[Dataset entries]
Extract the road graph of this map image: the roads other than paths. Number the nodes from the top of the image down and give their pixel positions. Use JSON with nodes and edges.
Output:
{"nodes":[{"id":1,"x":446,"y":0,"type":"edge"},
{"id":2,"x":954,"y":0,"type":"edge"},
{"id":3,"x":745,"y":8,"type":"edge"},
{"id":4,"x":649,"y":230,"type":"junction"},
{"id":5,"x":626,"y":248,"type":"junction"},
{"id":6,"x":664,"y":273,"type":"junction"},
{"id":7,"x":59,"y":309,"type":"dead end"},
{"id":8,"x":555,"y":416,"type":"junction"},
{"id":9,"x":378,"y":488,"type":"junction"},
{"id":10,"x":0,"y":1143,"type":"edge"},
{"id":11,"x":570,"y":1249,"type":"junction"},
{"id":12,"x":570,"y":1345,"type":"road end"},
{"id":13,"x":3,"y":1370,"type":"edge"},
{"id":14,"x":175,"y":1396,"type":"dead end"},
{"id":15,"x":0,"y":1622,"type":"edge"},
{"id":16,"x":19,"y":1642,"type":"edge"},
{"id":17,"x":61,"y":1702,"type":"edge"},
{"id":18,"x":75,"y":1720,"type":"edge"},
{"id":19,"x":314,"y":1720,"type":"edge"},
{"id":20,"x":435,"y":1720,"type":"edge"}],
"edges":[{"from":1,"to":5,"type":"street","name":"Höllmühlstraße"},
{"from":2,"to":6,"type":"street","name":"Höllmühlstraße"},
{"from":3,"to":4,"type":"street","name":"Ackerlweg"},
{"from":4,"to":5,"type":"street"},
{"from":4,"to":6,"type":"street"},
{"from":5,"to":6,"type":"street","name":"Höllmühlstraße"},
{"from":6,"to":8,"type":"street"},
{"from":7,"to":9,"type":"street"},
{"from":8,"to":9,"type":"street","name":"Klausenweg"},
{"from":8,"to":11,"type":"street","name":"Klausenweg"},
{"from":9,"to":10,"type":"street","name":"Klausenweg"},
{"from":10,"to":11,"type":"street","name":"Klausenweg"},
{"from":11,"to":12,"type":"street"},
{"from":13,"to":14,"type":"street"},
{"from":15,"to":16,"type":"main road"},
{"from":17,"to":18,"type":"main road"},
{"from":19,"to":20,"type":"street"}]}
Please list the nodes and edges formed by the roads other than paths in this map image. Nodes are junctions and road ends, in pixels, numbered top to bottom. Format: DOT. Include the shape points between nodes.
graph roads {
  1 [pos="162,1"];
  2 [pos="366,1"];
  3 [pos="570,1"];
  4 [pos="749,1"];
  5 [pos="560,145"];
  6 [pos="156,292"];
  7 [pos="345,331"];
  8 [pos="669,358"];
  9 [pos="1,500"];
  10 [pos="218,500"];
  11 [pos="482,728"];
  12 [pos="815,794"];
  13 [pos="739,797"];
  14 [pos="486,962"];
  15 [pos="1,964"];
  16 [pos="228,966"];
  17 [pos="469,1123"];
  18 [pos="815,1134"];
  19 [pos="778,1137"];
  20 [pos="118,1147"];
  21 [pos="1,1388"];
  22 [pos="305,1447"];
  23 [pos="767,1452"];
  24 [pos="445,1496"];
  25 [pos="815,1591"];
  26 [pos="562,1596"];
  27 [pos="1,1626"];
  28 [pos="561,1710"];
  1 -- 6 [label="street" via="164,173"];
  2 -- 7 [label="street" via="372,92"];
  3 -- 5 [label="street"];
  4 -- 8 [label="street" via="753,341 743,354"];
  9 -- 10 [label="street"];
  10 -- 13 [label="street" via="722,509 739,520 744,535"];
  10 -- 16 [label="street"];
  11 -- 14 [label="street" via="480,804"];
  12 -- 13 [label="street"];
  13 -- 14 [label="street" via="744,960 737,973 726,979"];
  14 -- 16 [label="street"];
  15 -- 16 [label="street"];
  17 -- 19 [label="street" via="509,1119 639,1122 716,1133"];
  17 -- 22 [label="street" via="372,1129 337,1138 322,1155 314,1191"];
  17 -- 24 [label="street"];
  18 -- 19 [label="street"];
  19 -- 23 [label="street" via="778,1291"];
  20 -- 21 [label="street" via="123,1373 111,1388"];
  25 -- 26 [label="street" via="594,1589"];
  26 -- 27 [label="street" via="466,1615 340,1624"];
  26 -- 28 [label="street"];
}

What is needed:
Each line of the records above should be copied exactly.

Result of the task:
Extract the road graph of this map image: the roads other than paths. Number the nodes from the top of the image down and give their pixel positions. Use JSON with nodes and edges.
Output:
{"nodes":[{"id":1,"x":446,"y":0,"type":"edge"},
{"id":2,"x":954,"y":0,"type":"edge"},
{"id":3,"x":745,"y":8,"type":"edge"},
{"id":4,"x":649,"y":230,"type":"junction"},
{"id":5,"x":626,"y":248,"type":"junction"},
{"id":6,"x":664,"y":273,"type":"junction"},
{"id":7,"x":59,"y":309,"type":"dead end"},
{"id":8,"x":555,"y":416,"type":"junction"},
{"id":9,"x":378,"y":488,"type":"junction"},
{"id":10,"x":0,"y":1143,"type":"edge"},
{"id":11,"x":570,"y":1249,"type":"junction"},
{"id":12,"x":570,"y":1345,"type":"road end"},
{"id":13,"x":3,"y":1370,"type":"edge"},
{"id":14,"x":175,"y":1396,"type":"dead end"},
{"id":15,"x":0,"y":1622,"type":"edge"},
{"id":16,"x":19,"y":1642,"type":"edge"},
{"id":17,"x":61,"y":1702,"type":"edge"},
{"id":18,"x":75,"y":1720,"type":"edge"},
{"id":19,"x":314,"y":1720,"type":"edge"},
{"id":20,"x":435,"y":1720,"type":"edge"}],
"edges":[{"from":1,"to":5,"type":"street","name":"Höllmühlstraße"},
{"from":2,"to":6,"type":"street","name":"Höllmühlstraße"},
{"from":3,"to":4,"type":"street","name":"Ackerlweg"},
{"from":4,"to":5,"type":"street"},
{"from":4,"to":6,"type":"street"},
{"from":5,"to":6,"type":"street","name":"Höllmühlstraße"},
{"from":6,"to":8,"type":"street"},
{"from":7,"to":9,"type":"street"},
{"from":8,"to":9,"type":"street","name":"Klausenweg"},
{"from":8,"to":11,"type":"street","name":"Klausenweg"},
{"from":9,"to":10,"type":"street","name":"Klausenweg"},
{"from":10,"to":11,"type":"street","name":"Klausenweg"},
{"from":11,"to":12,"type":"street"},
{"from":13,"to":14,"type":"street"},
{"from":15,"to":16,"type":"main road"},
{"from":17,"to":18,"type":"main road"},
{"from":19,"to":20,"type":"street"}]}
Please list the nodes and edges formed by the roads other than paths in this map image. Nodes are junctions and road ends, in pixels, numbered top to bottom. Format: DOT. Include the shape points between nodes.
graph roads {
  1 [pos="162,1"];
  2 [pos="366,1"];
  3 [pos="570,1"];
  4 [pos="749,1"];
  5 [pos="560,145"];
  6 [pos="156,292"];
  7 [pos="345,331"];
  8 [pos="669,358"];
  9 [pos="1,500"];
  10 [pos="218,500"];
  11 [pos="482,728"];
  12 [pos="815,794"];
  13 [pos="739,797"];
  14 [pos="486,962"];
  15 [pos="1,964"];
  16 [pos="228,966"];
  17 [pos="469,1123"];
  18 [pos="815,1134"];
  19 [pos="778,1137"];
  20 [pos="118,1147"];
  21 [pos="1,1388"];
  22 [pos="305,1447"];
  23 [pos="767,1452"];
  24 [pos="445,1496"];
  25 [pos="815,1591"];
  26 [pos="562,1596"];
  27 [pos="1,1626"];
  28 [pos="561,1710"];
  1 -- 6 [label="street" via="164,173"];
  2 -- 7 [label="street" via="372,92"];
  3 -- 5 [label="street"];
  4 -- 8 [label="street" via="753,341 743,354"];
  9 -- 10 [label="street"];
  10 -- 13 [label="street" via="722,509 739,520 744,535"];
  10 -- 16 [label="street"];
  11 -- 14 [label="street" via="480,804"];
  12 -- 13 [label="street"];
  13 -- 14 [label="street" via="744,960 737,973 726,979"];
  14 -- 16 [label="street"];
  15 -- 16 [label="street"];
  17 -- 19 [label="street" via="509,1119 639,1122 716,1133"];
  17 -- 22 [label="street" via="372,1129 337,1138 322,1155 314,1191"];
  17 -- 24 [label="street"];
  18 -- 19 [label="street"];
  19 -- 23 [label="street" via="778,1291"];
  20 -- 21 [label="street" via="123,1373 111,1388"];
  25 -- 26 [label="street" via="594,1589"];
  26 -- 27 [label="street" via="466,1615 340,1624"];
  26 -- 28 [label="street"];
}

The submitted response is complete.